What is expected => Restate exactly, and only, the lines from the one containing "I need the junctions" through the end of the entries, keeping both endpoints.

*-*-*

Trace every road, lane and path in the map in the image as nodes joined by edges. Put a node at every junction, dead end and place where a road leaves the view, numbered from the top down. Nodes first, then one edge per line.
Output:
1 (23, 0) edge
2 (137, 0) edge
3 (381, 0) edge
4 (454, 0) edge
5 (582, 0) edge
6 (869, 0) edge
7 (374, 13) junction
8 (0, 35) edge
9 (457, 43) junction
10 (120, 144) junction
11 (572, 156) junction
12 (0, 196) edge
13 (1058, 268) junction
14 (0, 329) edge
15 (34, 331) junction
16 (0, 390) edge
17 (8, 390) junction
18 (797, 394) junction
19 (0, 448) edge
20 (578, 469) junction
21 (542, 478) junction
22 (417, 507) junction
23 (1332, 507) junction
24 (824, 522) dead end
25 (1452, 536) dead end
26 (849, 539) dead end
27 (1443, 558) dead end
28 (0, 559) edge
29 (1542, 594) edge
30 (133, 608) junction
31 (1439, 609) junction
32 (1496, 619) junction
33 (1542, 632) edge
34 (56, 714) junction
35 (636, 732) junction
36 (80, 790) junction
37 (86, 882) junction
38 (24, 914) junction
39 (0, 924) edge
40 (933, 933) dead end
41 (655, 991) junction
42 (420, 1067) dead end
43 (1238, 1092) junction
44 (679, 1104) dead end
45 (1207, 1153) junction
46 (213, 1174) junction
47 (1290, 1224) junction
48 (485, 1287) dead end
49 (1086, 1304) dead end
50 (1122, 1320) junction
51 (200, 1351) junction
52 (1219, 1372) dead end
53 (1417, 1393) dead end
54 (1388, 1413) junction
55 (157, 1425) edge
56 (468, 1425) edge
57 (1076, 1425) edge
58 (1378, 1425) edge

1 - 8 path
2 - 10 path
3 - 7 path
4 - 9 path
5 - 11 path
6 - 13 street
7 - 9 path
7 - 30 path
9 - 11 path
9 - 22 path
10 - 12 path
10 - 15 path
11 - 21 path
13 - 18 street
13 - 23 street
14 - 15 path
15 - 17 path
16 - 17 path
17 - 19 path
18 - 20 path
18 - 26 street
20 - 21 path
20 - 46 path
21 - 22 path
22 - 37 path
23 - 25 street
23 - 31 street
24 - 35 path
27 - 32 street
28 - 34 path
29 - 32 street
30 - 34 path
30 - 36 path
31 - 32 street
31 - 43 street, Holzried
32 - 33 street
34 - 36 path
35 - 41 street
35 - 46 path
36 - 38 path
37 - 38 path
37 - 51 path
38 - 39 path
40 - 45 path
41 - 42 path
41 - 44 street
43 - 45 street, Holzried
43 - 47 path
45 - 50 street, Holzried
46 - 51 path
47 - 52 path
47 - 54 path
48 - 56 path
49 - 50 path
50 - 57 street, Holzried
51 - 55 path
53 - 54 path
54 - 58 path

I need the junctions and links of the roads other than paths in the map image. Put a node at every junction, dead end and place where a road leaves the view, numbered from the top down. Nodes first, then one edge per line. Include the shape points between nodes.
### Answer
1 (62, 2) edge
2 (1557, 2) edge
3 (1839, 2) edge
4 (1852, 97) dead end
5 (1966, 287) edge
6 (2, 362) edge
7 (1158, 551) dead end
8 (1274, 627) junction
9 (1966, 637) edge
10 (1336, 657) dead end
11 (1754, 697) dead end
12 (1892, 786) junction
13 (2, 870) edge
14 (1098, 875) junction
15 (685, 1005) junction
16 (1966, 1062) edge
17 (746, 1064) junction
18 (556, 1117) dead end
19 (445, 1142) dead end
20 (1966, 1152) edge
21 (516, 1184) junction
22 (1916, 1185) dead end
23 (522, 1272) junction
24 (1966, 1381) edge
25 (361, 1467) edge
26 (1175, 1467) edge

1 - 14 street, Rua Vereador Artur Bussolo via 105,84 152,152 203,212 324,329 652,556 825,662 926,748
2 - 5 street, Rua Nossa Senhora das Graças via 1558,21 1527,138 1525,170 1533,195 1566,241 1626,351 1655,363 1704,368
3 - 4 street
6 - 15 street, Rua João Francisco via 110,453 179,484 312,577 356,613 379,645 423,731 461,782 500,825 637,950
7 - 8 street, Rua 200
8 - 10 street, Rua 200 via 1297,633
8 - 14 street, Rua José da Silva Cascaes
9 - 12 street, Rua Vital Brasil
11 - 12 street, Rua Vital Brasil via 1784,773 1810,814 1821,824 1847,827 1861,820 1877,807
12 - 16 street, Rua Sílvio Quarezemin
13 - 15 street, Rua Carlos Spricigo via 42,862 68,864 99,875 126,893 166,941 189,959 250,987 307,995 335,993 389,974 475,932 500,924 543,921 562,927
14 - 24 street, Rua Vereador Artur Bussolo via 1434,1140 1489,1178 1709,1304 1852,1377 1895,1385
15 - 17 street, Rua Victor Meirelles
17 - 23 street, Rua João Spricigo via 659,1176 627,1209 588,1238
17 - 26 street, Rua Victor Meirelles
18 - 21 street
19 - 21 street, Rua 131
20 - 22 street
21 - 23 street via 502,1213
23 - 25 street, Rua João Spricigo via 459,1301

*-*-*

Finished exercise =>
I need the junctions and links of the roads other than paths in the map image. Put a node at every junction, dead end and place where a road leaves the view, numbered from the top down. Nodes first, then one edge per line. Include the shape points between nodes.
### Answer
1 (62, 2) edge
2 (1557, 2) edge
3 (1839, 2) edge
4 (1852, 97) dead end
5 (1966, 287) edge
6 (2, 362) edge
7 (1158, 551) dead end
8 (1274, 627) junction
9 (1966, 637) edge
10 (1336, 657) dead end
11 (1754, 697) dead end
12 (1892, 786) junction
13 (2, 870) edge
14 (1098, 875) junction
15 (685, 1005) junction
16 (1966, 1062) edge
17 (746, 1064) junction
18 (556, 1117) dead end
19 (445, 1142) dead end
20 (1966, 1152) edge
21 (516, 1184) junction
22 (1916, 1185) dead end
23 (522, 1272) junction
24 (1966, 1381) edge
25 (361, 1467) edge
26 (1175, 1467) edge

1 - 14 street, Rua Vereador Artur Bussolo via 105,84 152,152 203,212 324,329 652,556 825,662 926,748
2 - 5 street, Rua Nossa Senhora das Graças via 1558,21 1527,138 1525,170 1533,195 1566,241 1626,351 1655,363 1704,368
3 - 4 street
6 - 15 street, Rua João Francisco via 110,453 179,484 312,577 356,613 379,645 423,731 461,782 500,825 637,950
7 - 8 street, Rua 200
8 - 10 street, Rua 200 via 1297,633
8 - 14 street, Rua José da Silva Cascaes
9 - 12 street, Rua Vital Brasil
11 - 12 street, Rua Vital Brasil via 1784,773 1810,814 1821,824 1847,827 1861,820 1877,807
12 - 16 street, Rua Sílvio Quarezemin
13 - 15 street, Rua Carlos Spricigo via 42,862 68,864 99,875 126,893 166,941 189,959 250,987 307,995 335,993 389,974 475,932 500,924 543,921 562,927
14 - 24 street, Rua Vereador Artur Bussolo via 1434,1140 1489,1178 1709,1304 1852,1377 1895,1385
15 - 17 street, Rua Victor Meirelles
17 - 23 street, Rua João Spricigo via 659,1176 627,1209 588,1238
17 - 26 street, Rua Victor Meirelles
18 - 21 street
19 - 21 street, Rua 131
20 - 22 street
21 - 23 street via 502,1213
23 - 25 street, Rua João Spricigo via 459,1301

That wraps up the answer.